[SUPPLIED ENTRIES Boundary: Start]

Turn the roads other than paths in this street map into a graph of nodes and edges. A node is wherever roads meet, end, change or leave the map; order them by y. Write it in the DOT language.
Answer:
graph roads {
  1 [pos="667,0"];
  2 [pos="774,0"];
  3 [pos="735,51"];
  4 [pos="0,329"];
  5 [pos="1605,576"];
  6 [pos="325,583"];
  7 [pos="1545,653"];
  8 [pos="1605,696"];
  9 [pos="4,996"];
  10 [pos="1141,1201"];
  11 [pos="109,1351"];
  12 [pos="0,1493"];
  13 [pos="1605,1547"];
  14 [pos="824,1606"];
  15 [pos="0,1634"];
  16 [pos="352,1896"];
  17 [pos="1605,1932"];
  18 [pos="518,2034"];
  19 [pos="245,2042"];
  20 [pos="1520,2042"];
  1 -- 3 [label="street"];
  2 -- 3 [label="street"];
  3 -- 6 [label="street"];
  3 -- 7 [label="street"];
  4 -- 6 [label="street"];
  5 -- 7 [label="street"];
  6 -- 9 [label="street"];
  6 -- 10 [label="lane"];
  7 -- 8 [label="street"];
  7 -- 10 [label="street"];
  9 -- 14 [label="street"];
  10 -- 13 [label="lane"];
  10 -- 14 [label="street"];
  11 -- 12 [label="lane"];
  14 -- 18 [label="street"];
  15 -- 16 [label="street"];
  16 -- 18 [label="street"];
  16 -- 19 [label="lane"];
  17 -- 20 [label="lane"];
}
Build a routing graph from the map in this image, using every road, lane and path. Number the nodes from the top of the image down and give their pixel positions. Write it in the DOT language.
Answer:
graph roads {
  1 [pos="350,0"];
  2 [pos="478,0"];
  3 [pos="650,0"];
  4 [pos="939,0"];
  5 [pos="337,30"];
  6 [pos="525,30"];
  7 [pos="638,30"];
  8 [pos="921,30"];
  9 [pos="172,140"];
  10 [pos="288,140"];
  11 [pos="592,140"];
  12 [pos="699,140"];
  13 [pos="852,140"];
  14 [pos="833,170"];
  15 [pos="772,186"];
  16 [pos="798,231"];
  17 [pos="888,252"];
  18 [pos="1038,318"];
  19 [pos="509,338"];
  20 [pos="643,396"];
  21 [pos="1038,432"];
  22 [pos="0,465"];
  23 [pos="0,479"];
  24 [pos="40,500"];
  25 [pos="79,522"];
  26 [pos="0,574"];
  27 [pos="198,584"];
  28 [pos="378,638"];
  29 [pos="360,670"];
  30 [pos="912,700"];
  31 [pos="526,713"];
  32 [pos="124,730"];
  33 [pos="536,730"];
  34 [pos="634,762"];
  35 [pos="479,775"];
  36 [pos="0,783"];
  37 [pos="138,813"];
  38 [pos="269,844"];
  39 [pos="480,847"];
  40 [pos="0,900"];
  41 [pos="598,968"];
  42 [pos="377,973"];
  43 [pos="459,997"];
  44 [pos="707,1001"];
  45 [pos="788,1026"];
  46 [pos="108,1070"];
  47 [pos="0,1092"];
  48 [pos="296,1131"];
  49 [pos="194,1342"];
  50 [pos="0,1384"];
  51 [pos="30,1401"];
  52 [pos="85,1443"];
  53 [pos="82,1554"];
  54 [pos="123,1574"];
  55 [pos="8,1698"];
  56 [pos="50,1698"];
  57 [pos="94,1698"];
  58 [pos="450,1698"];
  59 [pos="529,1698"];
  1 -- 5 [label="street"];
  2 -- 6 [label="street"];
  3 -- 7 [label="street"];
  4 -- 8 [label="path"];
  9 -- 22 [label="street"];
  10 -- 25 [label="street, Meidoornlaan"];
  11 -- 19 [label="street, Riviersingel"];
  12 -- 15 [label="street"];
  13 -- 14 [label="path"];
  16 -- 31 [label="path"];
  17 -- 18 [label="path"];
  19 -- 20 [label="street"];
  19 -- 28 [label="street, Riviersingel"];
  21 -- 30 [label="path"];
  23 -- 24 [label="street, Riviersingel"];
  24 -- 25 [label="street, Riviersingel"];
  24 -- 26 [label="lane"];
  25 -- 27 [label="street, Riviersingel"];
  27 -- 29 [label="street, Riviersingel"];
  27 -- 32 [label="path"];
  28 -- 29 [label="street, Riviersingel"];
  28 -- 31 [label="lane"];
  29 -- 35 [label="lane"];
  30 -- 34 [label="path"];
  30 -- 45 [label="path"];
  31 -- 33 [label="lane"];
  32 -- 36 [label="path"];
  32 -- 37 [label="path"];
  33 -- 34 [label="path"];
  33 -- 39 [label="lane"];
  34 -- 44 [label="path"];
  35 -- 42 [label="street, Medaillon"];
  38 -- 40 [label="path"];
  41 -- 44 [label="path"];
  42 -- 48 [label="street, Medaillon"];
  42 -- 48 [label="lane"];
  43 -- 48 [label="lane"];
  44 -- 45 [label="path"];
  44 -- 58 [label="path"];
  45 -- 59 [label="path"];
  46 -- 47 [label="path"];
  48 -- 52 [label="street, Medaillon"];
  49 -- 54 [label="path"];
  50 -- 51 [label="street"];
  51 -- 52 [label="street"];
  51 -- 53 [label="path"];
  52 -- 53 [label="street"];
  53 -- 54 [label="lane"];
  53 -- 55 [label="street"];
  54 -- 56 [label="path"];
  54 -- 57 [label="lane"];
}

[SUPPLIED ENTRIES Boundary: End]

### EXERCISE
Using the records above, report each line with the string "Write".

### TASK ANSWER
Turn the roads other than paths in this street map into a graph of nodes and edges. A node is wherever roads meet, end, change or leave the map; order them by y. Write it in the DOT language.
Build a routing graph from the map in this image, using every road, lane and path. Number the nodes from the top of the image down and give their pixel positions. Write it in the DOT language.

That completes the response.